Blue Screen of Death in the Movie Theater:

Microsoft to drive digital movie theaters

A sad, sad day. Excuse me, my movie crashed, I want a refund? And about those MS ads you allow to be shown before every movie, screw you too!

“We’re sorry, but you must have a Microsoft Passport account to enter this movie theater”

“Bill Gates thanks you for coming, enjoy the show.”

“Your attendance has helped ensure the continued monopolization of the tech sector by Microsoft. We thank you! Enjoy the show, and no, those are not digitally inserted subliminal messages.”

“Pick up your Bill Gates bobble head at the snack counter, free with any upgrade to Windows 2003”

“Would you like butter on your Pentium?”

“Thank you for your patronage at Landmark Theaters. The show will begin shortly. Scanning for Viruses. You are infected. Please leave the theater in an orderly fashion.”

“Hey you, Mr. Jobs! Outta the theater!” — Webdog

and the coup de grace:

“In case of emergency, please find the Start door to exit.”


  1. We have detected a technical problem with your movie. Please reinstall the movie to continue.

    Thank you for coming to watch the movie. You must now reboot to continue.

    The application ‘movie’ is not responding. End Now? Continue waiting for hell to freeze over?

    There are critical updates available for ‘movie.’ Installing them may actually permit movie to play.

    There are insufficient system resources available to play ‘movie.’ Charging your credit card to upgrade system to allow ‘movie’ to play.

    The disk, ‘movie’ cannot be read. Click OK to format…

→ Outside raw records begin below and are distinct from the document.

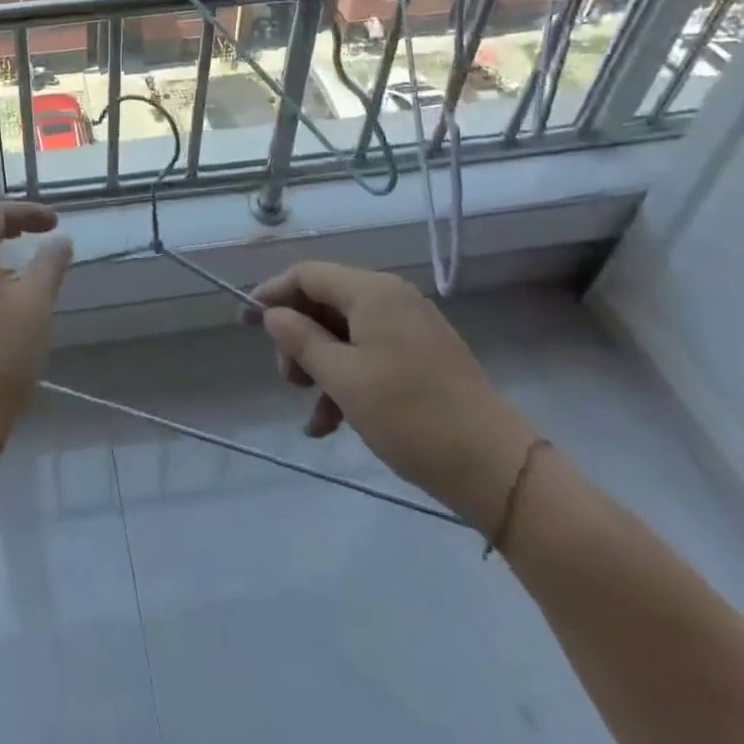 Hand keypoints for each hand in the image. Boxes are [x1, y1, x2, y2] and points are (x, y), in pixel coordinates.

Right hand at [246, 261, 542, 528]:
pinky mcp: (425, 356)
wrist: (498, 469)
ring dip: (321, 366)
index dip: (273, 294)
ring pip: (347, 333)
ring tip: (311, 411)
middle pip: (326, 302)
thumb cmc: (410, 415)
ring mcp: (412, 327)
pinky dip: (349, 379)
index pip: (307, 274)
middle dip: (298, 338)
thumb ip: (301, 340)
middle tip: (287, 379)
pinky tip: (332, 423)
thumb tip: (273, 315)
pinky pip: (372, 353)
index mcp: (372, 292)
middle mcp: (392, 298)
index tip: (245, 321)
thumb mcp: (343, 378) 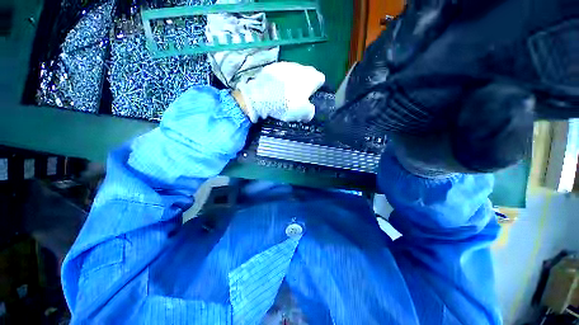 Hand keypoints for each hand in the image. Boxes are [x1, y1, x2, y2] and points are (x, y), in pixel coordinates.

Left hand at [235, 62, 324, 122]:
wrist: (262, 98)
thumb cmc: (287, 105)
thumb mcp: (303, 113)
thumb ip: (310, 111)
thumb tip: (309, 111)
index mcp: (311, 77)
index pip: (320, 79)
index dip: (317, 88)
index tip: (311, 97)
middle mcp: (300, 67)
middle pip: (306, 75)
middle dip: (304, 84)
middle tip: (298, 98)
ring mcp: (284, 65)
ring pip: (292, 73)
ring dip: (291, 82)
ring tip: (285, 95)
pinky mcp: (271, 67)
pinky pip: (279, 75)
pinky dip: (279, 82)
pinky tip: (274, 91) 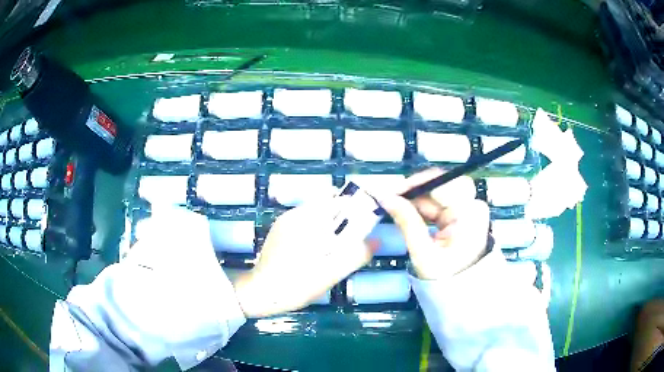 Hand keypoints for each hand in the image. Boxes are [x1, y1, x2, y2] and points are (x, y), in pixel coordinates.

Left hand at [233, 197, 374, 317]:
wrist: (261, 293)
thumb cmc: (296, 284)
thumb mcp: (331, 273)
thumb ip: (356, 255)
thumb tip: (377, 241)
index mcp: (307, 220)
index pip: (337, 200)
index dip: (355, 207)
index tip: (367, 220)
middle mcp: (295, 215)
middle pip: (327, 206)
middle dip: (344, 218)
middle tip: (353, 239)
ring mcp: (285, 222)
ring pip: (316, 215)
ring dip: (331, 225)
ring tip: (337, 247)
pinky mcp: (280, 231)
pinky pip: (305, 223)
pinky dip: (318, 230)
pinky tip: (320, 250)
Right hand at [376, 168, 489, 279]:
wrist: (461, 291)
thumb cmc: (444, 276)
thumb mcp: (422, 252)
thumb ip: (406, 221)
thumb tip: (385, 197)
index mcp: (469, 214)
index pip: (446, 183)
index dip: (420, 182)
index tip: (396, 191)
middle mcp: (472, 206)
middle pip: (443, 184)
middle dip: (417, 190)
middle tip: (394, 199)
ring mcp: (467, 209)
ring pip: (438, 192)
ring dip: (417, 199)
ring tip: (397, 208)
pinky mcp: (460, 214)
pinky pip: (439, 202)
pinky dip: (422, 206)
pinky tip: (408, 212) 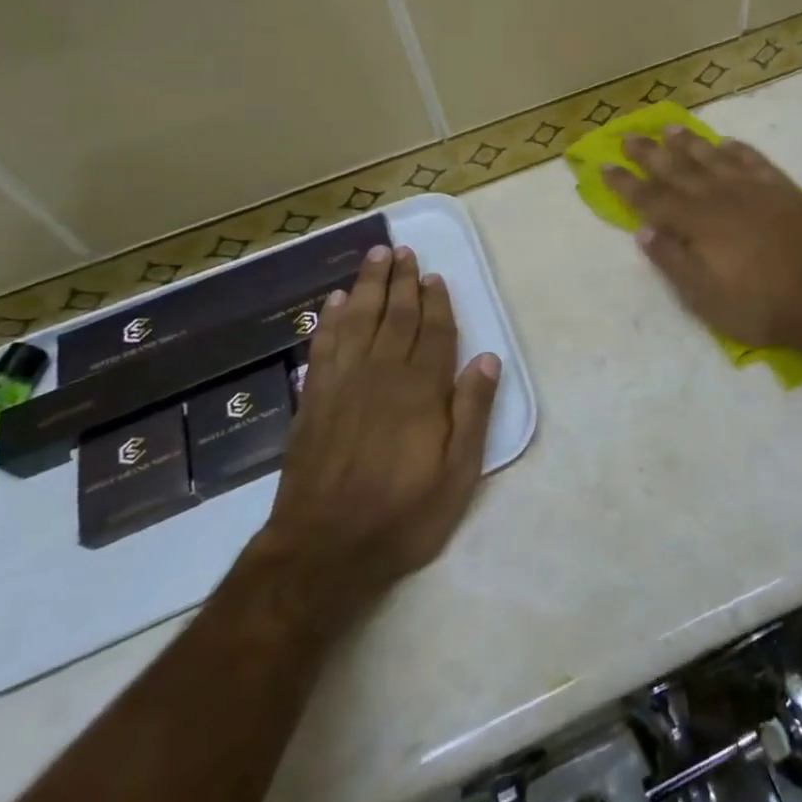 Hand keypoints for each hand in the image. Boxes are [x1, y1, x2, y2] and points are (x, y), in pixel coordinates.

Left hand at [259, 244, 500, 609]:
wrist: (322, 550)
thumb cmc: (401, 515)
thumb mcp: (456, 475)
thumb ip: (472, 412)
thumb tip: (488, 359)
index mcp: (420, 390)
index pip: (433, 332)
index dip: (436, 302)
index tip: (434, 276)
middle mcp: (382, 374)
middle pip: (395, 315)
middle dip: (401, 281)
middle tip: (403, 251)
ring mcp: (343, 383)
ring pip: (358, 319)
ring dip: (368, 285)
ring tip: (375, 257)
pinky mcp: (314, 399)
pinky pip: (324, 345)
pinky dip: (330, 319)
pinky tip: (334, 301)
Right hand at [602, 127, 801, 352]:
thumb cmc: (759, 305)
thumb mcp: (704, 297)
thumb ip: (672, 260)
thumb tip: (642, 230)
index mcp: (695, 223)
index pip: (650, 198)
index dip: (626, 184)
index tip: (605, 166)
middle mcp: (718, 196)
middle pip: (676, 169)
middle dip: (649, 154)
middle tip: (629, 136)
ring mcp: (752, 188)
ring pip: (712, 157)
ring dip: (689, 143)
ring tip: (669, 128)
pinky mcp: (782, 188)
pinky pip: (753, 159)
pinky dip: (737, 149)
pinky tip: (726, 142) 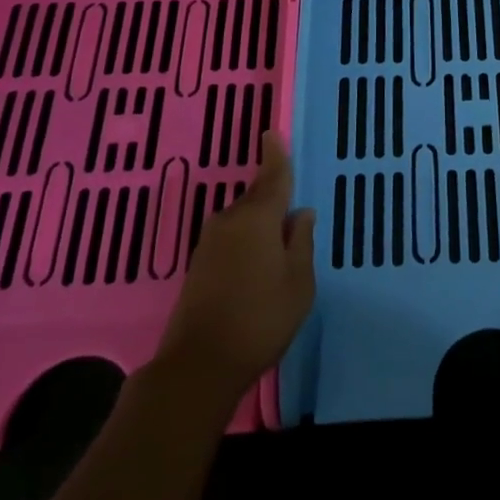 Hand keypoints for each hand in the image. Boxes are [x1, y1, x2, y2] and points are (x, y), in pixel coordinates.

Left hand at [153, 132, 313, 405]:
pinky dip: (247, 240)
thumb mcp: (299, 282)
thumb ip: (301, 242)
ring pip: (243, 219)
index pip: (273, 177)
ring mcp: (209, 243)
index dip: (276, 155)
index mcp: (258, 218)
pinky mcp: (198, 264)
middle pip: (257, 198)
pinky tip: (258, 262)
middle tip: (293, 212)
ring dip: (261, 224)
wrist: (198, 365)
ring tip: (280, 244)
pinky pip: (231, 237)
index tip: (272, 133)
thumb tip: (299, 214)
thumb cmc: (260, 319)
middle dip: (274, 198)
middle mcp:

    Who do we want you to be today?

  2. “Welcome to MS Theatre. Automatic Updates are available.”

    “Please enter registration code before sitting down.”

    “Thank you for visiting MS Theatre. Seats are available only to those with the Professional version of their membership.”

    Lights go down, curtain opens, you start to see machine boot up on the screen and then…blue screen of death. Then you hear the voice of the computer from “War Games.” “How about a game of chess?”